-- Given data --
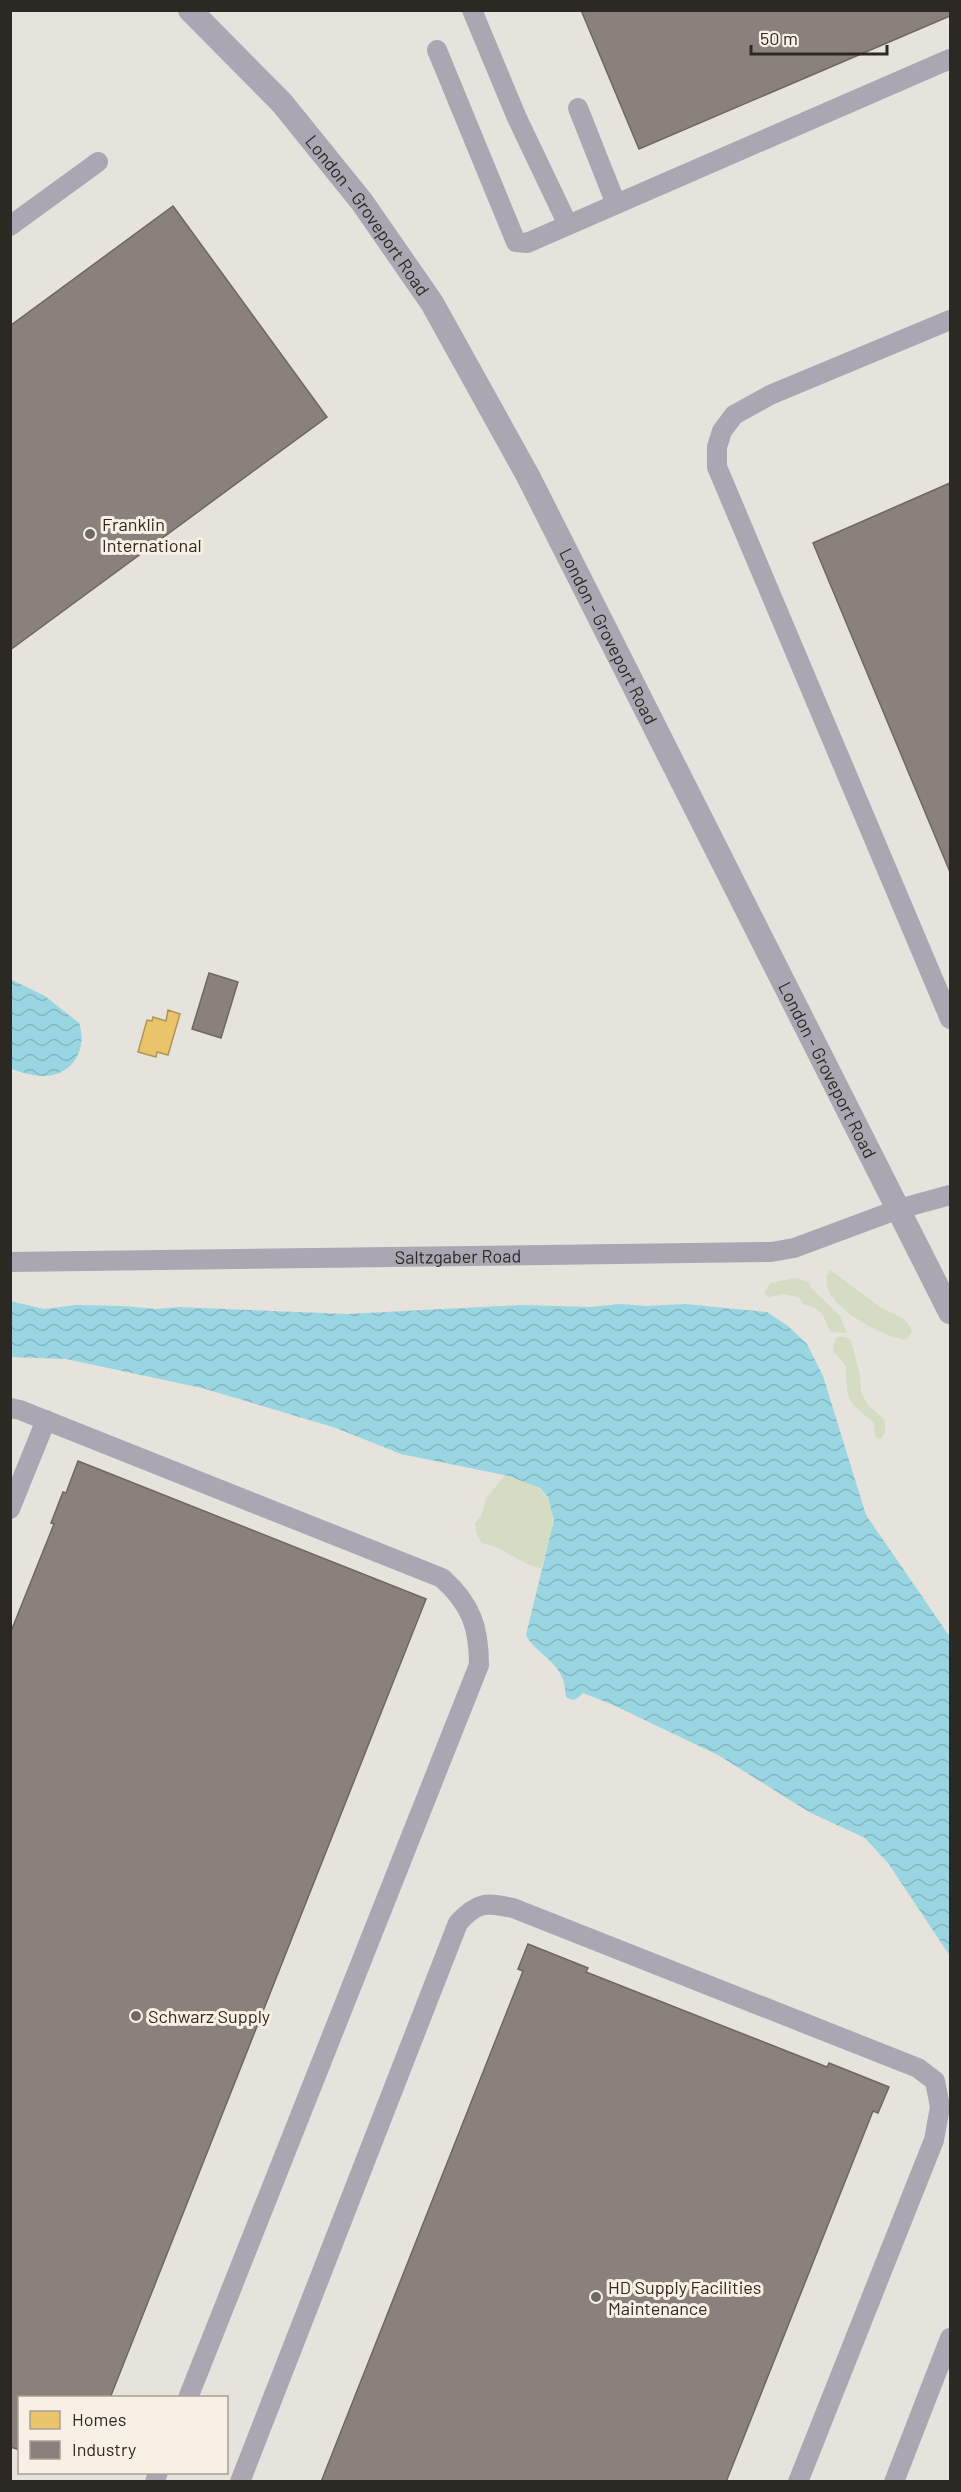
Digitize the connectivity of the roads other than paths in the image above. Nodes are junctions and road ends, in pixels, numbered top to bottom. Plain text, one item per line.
1 (190, 10) edge
2 (472, 10) edge
3 (437, 50) dead end
4 (951, 59) edge
5 (578, 108) dead end
6 (98, 162) dead end
7 (616, 204) junction
8 (568, 225) junction
9 (10, 226) edge
10 (951, 320) edge
11 (951, 1019) edge
12 (951, 1195) edge
13 (899, 1209) junction
14 (10, 1262) edge
15 (951, 1312) edge
16 (10, 1408) edge
17 (46, 1420) junction
18 (10, 1509) edge
19 (951, 2338) edge
20 (188, 2396) edge
21 (240, 2481) edge
22 (798, 2481) edge
23 (894, 2481) edge

1 - 13 main road, London - Groveport Road
2 - 8 street
3 - 8 street
4 - 7 street
5 - 7 street
6 - 9 street
7 - 8 street
10 - 11 street
12 - 13 street, Saltzgaber Road
13 - 14 street, Saltzgaber Road
13 - 15 main road, London - Groveport Road
16 - 17 street
17 - 18 street
17 - 20 street
19 - 23 street
21 - 22 street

-- Exercise instructions --
The images are to be left out while the entries are written out exactly.

-- Response area --
Digitize the connectivity of the roads other than paths in the image above. Nodes are junctions and road ends, in pixels, numbered top to bottom. Plain text, one item per line.
1 (190, 10) edge
2 (472, 10) edge
3 (437, 50) dead end
4 (951, 59) edge
5 (578, 108) dead end
6 (98, 162) dead end
7 (616, 204) junction
8 (568, 225) junction
9 (10, 226) edge
10 (951, 320) edge
11 (951, 1019) edge
12 (951, 1195) edge
13 (899, 1209) junction
14 (10, 1262) edge
15 (951, 1312) edge
16 (10, 1408) edge
17 (46, 1420) junction
18 (10, 1509) edge
19 (951, 2338) edge
20 (188, 2396) edge
21 (240, 2481) edge
22 (798, 2481) edge
23 (894, 2481) edge

1 - 13 main road, London - Groveport Road
2 - 8 street
3 - 8 street
4 - 7 street
5 - 7 street
6 - 9 street
7 - 8 street
10 - 11 street
12 - 13 street, Saltzgaber Road
13 - 14 street, Saltzgaber Road
13 - 15 main road, London - Groveport Road
16 - 17 street
17 - 18 street
17 - 20 street
19 - 23 street
21 - 22 street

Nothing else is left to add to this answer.